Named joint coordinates
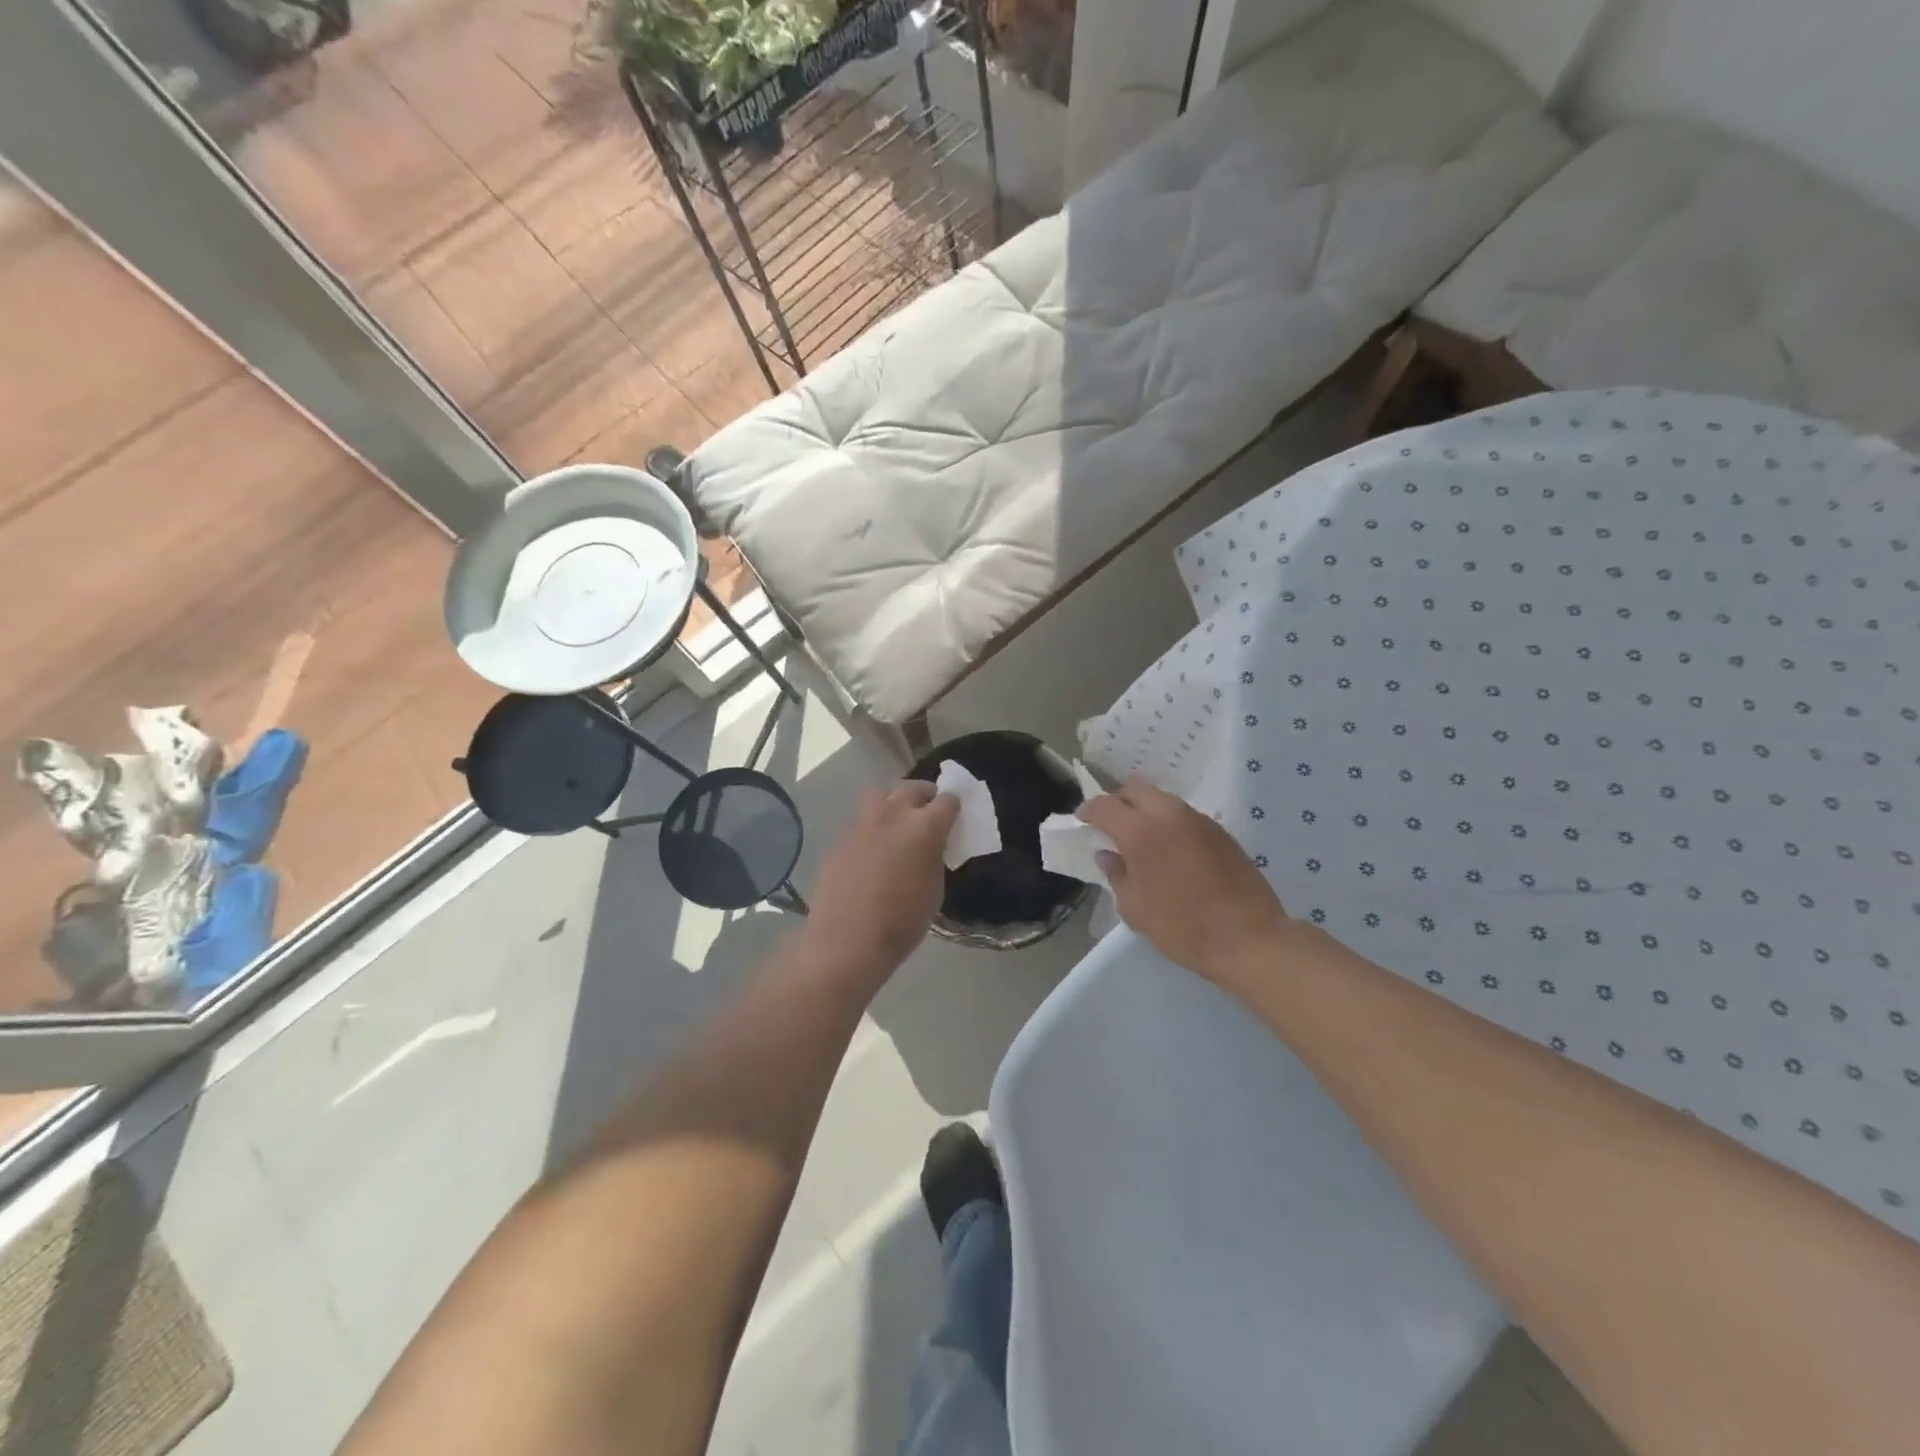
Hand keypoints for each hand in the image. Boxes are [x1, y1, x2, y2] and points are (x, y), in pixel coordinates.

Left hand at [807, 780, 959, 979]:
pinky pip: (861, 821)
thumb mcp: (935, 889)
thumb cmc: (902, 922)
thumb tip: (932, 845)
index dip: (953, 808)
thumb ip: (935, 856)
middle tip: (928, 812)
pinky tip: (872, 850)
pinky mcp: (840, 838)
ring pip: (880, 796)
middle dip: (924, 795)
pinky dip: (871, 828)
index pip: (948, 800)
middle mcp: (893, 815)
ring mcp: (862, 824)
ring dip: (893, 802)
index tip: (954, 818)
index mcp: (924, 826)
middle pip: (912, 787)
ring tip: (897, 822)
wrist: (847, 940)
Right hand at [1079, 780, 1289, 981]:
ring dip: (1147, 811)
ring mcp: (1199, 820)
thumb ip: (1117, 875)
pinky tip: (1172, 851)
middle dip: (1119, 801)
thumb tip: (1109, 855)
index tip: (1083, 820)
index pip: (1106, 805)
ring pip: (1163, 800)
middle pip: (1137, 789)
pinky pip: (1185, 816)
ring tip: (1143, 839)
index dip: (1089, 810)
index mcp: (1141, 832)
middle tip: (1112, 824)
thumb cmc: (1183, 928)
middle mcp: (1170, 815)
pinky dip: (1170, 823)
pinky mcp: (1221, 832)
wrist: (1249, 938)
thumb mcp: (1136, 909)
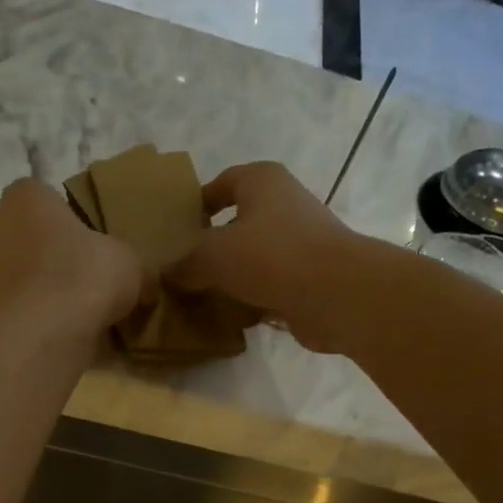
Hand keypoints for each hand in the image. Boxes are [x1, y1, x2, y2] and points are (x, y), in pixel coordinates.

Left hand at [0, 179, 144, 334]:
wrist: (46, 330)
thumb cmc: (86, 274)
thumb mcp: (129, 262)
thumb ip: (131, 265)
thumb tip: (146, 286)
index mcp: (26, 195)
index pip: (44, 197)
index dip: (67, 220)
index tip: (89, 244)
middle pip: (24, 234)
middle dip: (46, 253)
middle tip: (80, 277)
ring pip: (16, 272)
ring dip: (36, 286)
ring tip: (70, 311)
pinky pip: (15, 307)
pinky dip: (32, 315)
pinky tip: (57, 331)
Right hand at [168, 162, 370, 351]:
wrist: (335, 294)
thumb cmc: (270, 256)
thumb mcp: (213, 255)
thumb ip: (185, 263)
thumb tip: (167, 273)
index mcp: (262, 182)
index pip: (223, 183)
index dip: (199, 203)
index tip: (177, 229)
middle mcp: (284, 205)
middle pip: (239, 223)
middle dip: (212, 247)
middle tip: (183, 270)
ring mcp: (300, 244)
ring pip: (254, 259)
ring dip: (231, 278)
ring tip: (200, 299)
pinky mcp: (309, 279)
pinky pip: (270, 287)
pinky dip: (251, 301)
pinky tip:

### What you are asked to do
Give the records again exactly, pictures left out.

### Result for this exercise
Hand keypoints for each hand in the image. Boxes are [x1, y1, x2, y2] and points are (x, y), in pixel coordinates.

Left hand at [807, 780, 959, 979]:
pinky pip: (861, 821)
thumb mcp: (935, 889)
thumb cmc: (902, 922)
thumb tip: (932, 845)
index dip: (953, 808)
thumb ip: (935, 856)
middle tip: (928, 812)
pinky tip: (872, 850)
pinky mcp: (840, 838)
ring pip: (880, 796)
middle dip: (924, 795)
pinky dip: (871, 828)
index pip: (948, 800)
middle mcp: (893, 815)
ring mcp: (862, 824)
ring dip: (893, 802)
index tip: (954, 818)
index mcp: (924, 826)
middle pip: (912, 787)
ring tip: (897, 822)
wrist: (847, 940)
Right hand at [1079, 780, 1289, 981]:
ring dip: (1147, 811)
ring mcp: (1199, 820)
thumb ip: (1117, 875)
pinky tip: (1172, 851)
middle dip: (1119, 801)
thumb tip: (1109, 855)
index tip: (1083, 820)
index pip: (1106, 805)
ring pip: (1163, 800)
middle pip: (1137, 789)
pinky pip: (1185, 816)
ring tip: (1143, 839)
index dip: (1089, 810)
index mcp: (1141, 832)
middle tip: (1112, 824)
thumb cmc: (1183, 928)
middle mcp: (1170, 815)
pinky dip: (1170, 823)
pinky mcp: (1221, 832)
wrist: (1249, 938)
thumb mcp: (1136, 909)
Hand keypoints for each hand in the image. Boxes are [x1, y1, x2, y2] and points are (x, y), in pixel coordinates.

Left hand at [0, 179, 144, 334]:
wrist: (46, 330)
thumb cmc: (86, 274)
thumb mcp: (129, 262)
thumb ip: (131, 265)
thumb tip: (146, 286)
index mcp: (26, 195)
index pip: (44, 197)
index dip: (67, 220)
index tip: (89, 244)
middle pip: (24, 234)
middle dip: (46, 253)
middle tip: (80, 277)
ring pip: (16, 272)
ring dip: (36, 286)
ring tip: (70, 311)
pinky pip: (15, 307)
pinky dip: (32, 315)
pinky tip: (57, 331)
Right hand at [168, 162, 370, 351]:
wrist: (335, 294)
thumb cmc: (270, 256)
thumb mcp: (213, 255)
thumb ip: (185, 263)
thumb tip: (167, 273)
index mcp: (262, 182)
index pip: (223, 183)
index dip: (199, 203)
index tip: (177, 229)
middle mcp: (284, 205)
middle pip: (239, 223)
middle dip: (212, 247)
middle tip: (183, 270)
ring mcp: (300, 244)
ring pip: (254, 259)
ring dip: (231, 278)
ring tip: (200, 299)
pinky mcp: (309, 279)
pinky pip: (270, 287)
pinky dip: (251, 301)
pinky tip:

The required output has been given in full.